I do not have a smart phone. I'm just looking for a good quality remote that will accept the digital codes listed in my Arcam owner's manual, mostly the basic operations of a CD player. Which Harmony remote would be recommended for basic functions?


----------



## bhihifi (Dec 7, 2014)

The more basic Harmony units don't take digital codes. You program them using a USB cable and a web based application that has a database of codes that it downloads to the remote once you tell it what you have. 

You would have to hope that the code database had the Arcam player's codes. You could buy the Harmony 650 from a local Big Box retail store that allows you a 15 day return period and see if it works. This will cost you around $60. Keep your receipt! If it works, you're done or can upgrade to a fancier Harmony device.

A Harmony 650 is a reasonably cheap remote that may not be a bad thing to have anyway, especially if you have several remotes and want to consolidate. Its only limitation is the number of devices that it can control.


----------



## Dougme57 (Sep 4, 2013)

I like the URC remotes have 2 of them and easy to program.


----------



## bhihifi (Dec 7, 2014)

A more time intensive option would be to get a programmable remote that accepts codes, but you will then have to invest the time in learning how to program a complex remote, which may or may not be your idea of fun.

The Remote Central web site is a great resource for reviews of programmable remotes, and component specific code files for programmable remotes. There is also a classifed ad forum that you can search for your specific remote or find someone who can help you hack something to work for your situation.


----------



## bhihifi (Dec 7, 2014)

URC's are excellent. I've set them up for friends. I use a URC WR7 every day. Best $20 remote ever.

Good recommendation if someone wants to get into programming; the Harmony product line is easier to set up for someone who isn't as comfortable with programming. If I understand the OP correctly he can't teach a remote because his current device remote does not put out codes. So he'll need to learn how to input digital code sequences and not all URC products accept them. 

Or find a universal remote with a built in code database that can operate his equipment.
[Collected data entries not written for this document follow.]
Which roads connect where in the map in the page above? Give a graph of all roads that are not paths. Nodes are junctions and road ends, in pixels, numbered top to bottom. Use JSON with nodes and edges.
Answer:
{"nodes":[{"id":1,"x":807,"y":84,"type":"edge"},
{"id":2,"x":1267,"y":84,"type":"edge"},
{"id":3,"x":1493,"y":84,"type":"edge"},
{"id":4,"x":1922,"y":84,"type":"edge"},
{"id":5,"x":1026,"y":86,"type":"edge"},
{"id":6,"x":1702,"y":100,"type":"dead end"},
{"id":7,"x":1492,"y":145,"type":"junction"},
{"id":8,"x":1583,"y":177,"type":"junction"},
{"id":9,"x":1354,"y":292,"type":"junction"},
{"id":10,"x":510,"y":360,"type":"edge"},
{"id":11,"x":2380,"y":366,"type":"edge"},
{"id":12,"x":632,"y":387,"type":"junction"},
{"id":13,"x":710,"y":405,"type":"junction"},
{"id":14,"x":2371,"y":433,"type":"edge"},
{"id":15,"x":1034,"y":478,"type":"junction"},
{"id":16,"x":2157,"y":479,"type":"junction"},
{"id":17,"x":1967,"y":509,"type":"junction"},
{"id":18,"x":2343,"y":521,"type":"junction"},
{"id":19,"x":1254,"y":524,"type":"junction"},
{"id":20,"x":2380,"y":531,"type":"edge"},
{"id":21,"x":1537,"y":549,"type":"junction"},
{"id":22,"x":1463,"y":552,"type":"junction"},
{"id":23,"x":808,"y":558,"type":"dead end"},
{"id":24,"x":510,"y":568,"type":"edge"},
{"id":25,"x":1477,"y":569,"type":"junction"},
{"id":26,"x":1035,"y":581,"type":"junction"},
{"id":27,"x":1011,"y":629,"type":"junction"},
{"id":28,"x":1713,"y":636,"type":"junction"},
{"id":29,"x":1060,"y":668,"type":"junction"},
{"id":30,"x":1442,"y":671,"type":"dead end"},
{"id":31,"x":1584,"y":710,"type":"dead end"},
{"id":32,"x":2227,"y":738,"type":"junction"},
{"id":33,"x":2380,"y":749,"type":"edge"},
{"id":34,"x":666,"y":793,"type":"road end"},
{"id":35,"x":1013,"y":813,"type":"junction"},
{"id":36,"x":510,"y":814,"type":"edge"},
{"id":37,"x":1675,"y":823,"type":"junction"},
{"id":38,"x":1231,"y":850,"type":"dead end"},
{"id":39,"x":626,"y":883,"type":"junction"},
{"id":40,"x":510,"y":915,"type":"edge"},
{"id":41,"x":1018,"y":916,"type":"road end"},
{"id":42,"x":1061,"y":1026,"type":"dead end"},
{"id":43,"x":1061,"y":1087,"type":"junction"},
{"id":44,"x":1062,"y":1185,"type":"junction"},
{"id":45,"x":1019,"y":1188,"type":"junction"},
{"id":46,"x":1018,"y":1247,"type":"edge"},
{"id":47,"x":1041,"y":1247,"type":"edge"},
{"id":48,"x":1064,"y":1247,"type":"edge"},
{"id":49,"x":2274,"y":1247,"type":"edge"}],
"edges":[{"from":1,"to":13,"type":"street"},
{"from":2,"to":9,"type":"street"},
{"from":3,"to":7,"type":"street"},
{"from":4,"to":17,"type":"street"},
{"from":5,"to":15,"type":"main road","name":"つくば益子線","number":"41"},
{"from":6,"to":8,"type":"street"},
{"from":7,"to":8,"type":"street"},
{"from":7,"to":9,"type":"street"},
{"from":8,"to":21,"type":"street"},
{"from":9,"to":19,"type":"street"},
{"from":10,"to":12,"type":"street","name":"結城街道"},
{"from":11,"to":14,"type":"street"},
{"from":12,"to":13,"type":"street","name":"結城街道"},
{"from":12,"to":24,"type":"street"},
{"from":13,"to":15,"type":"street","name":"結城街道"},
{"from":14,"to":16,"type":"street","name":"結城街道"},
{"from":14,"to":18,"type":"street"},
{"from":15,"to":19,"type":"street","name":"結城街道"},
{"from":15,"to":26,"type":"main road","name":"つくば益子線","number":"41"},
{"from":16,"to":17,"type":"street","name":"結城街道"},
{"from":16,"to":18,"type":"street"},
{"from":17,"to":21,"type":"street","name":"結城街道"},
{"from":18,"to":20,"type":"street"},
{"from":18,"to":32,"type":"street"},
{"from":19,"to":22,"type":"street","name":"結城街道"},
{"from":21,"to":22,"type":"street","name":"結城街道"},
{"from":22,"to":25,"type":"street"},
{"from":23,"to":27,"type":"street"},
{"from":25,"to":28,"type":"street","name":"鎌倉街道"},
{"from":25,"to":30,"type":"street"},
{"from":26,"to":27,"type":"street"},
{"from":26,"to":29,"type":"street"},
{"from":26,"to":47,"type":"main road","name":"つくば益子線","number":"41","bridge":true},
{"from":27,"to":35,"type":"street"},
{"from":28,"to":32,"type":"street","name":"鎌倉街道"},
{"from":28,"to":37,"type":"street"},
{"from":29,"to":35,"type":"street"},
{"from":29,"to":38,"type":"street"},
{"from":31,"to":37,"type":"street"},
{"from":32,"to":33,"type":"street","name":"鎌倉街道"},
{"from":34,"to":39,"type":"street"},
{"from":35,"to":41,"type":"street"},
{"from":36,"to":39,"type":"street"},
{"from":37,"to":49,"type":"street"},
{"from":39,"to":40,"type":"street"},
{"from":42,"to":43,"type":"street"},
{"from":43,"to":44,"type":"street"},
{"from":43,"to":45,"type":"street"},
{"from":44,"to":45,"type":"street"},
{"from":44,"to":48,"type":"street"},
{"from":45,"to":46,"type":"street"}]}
The WR7 manual indicates that it's built in database may be able to control Arcam devices so could be an option to try as well. Less expensive than the Harmony 650 and extremely user friendly to set up.


----------



## Dougme57 (Sep 4, 2013)

+1 on the URC. I bought a RF20 for my main rig and liked it so much I got the WR7 for the family room. I actually prefer the WR7. It is a true bargain and will learn anything, code or not. I don't even use codes now just teach the remote what I want it to do. My kids and wife use it everyday and never a complaint.


----------



## bhihifi (Dec 7, 2014)

+1 indeed. Have a touchscreen Pronto with all the cool touch screens, spent many hours programming and tweaking it to do everything. Now it gathers dust and the WRC7 rules. The Pronto's IR blaster is much more powerful but the simplicity of the WRC7 cannot be beat.


----------



## 2gumby2 (Nov 23, 2008)

Thanks fore the information on the WR7! I'll take a look and see if it will meet my needs.


----------



## 2gumby2 (Nov 23, 2008)

I found a great remote control for my Arcam CD player. It's the Sony RM-VLZ620 and it even included the codes for the Arcam. Highly recommended!


----------